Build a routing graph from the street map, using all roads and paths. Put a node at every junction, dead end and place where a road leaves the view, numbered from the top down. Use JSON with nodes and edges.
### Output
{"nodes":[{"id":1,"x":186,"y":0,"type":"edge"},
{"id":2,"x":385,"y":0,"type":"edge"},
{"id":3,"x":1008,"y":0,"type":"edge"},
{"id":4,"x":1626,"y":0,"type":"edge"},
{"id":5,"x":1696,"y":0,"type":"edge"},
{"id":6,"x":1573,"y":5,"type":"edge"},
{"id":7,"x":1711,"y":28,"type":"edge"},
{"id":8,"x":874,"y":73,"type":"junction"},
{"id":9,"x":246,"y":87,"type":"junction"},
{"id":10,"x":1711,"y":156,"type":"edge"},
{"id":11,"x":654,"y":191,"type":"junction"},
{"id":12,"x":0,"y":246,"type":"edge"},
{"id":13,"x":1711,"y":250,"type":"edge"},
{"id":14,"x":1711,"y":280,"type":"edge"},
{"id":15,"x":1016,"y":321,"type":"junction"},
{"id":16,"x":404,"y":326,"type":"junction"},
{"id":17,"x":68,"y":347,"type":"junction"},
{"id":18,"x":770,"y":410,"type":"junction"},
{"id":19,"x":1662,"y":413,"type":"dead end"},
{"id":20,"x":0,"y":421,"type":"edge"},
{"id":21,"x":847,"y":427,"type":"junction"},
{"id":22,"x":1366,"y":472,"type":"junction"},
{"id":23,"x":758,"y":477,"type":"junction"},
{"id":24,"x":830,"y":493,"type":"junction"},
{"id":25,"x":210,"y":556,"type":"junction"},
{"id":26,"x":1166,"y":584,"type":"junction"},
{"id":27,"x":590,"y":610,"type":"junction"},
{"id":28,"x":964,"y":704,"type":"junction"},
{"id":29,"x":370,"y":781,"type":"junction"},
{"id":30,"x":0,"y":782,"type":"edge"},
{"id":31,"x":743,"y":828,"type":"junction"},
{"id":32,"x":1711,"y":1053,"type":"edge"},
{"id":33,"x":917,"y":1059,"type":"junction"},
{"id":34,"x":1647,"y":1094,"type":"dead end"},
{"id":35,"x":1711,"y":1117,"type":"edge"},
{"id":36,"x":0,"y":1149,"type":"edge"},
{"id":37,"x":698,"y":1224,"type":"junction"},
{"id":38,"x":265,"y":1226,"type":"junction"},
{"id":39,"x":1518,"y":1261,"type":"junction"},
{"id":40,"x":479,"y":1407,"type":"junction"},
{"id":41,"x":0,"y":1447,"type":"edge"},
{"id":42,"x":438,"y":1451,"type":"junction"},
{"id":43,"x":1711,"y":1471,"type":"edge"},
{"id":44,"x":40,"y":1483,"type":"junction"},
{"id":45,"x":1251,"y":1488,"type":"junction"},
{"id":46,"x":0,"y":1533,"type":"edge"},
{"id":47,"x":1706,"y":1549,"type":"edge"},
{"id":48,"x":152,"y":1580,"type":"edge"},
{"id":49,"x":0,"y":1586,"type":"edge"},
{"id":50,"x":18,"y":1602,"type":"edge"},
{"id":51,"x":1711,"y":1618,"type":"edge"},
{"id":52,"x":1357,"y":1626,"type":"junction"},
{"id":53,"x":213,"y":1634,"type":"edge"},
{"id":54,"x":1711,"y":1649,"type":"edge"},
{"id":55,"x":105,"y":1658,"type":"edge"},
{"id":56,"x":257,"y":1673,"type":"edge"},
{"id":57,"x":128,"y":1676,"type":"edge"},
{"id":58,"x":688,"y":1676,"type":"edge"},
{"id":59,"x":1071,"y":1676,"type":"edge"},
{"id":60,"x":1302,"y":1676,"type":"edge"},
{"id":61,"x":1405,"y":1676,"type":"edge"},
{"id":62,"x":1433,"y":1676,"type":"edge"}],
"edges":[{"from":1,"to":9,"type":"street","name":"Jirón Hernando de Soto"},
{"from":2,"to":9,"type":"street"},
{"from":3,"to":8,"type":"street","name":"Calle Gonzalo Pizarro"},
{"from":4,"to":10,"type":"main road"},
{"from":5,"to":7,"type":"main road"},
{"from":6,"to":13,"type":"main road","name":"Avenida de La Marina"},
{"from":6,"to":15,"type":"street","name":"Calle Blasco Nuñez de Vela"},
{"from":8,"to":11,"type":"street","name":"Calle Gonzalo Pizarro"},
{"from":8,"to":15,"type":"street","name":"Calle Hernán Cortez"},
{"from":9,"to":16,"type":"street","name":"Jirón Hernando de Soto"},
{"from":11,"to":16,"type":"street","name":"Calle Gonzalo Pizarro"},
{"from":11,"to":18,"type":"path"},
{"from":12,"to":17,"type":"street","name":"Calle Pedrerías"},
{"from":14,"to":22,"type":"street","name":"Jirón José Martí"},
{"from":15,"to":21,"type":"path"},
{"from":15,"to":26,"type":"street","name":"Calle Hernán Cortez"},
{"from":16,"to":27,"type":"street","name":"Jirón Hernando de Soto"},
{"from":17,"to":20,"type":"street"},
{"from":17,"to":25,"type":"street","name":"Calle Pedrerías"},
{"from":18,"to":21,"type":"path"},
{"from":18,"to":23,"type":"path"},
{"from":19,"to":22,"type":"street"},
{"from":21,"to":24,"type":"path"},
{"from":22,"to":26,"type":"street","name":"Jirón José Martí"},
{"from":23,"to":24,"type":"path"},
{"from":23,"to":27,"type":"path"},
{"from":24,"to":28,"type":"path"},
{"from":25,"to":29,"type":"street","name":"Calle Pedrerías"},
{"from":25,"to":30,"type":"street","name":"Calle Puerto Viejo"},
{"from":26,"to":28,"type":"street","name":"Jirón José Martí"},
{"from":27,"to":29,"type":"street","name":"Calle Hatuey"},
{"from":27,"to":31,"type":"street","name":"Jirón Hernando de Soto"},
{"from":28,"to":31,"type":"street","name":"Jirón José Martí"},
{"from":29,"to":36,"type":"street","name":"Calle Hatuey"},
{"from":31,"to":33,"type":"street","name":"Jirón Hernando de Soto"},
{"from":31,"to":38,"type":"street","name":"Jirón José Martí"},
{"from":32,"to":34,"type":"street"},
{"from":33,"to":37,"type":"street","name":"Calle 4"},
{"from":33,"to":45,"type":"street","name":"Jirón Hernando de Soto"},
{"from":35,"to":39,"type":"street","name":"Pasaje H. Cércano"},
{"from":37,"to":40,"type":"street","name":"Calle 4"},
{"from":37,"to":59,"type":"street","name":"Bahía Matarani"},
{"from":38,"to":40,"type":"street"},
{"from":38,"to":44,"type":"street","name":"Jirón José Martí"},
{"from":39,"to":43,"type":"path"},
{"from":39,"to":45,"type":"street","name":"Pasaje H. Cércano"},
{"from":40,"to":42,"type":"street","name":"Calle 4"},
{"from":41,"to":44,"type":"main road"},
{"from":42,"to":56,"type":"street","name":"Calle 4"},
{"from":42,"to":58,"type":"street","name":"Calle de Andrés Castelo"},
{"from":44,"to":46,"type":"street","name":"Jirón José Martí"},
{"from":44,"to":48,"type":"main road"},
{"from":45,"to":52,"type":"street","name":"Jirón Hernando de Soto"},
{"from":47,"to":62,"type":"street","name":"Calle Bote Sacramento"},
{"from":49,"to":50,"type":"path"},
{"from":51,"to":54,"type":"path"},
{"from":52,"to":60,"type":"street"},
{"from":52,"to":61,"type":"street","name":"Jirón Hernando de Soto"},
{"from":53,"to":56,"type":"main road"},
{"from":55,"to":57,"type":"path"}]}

* **WHAT TO DO**
Copy out every line in the records where the word "main" is found.

* **OUTPUT OF THE EXERCISE**
{"from":4,"to":10,"type":"main road"},
{"from":5,"to":7,"type":"main road"},
{"from":6,"to":13,"type":"main road","name":"Avenida de La Marina"},
{"from":41,"to":44,"type":"main road"},
{"from":44,"to":48,"type":"main road"},
{"from":53,"to":56,"type":"main road"},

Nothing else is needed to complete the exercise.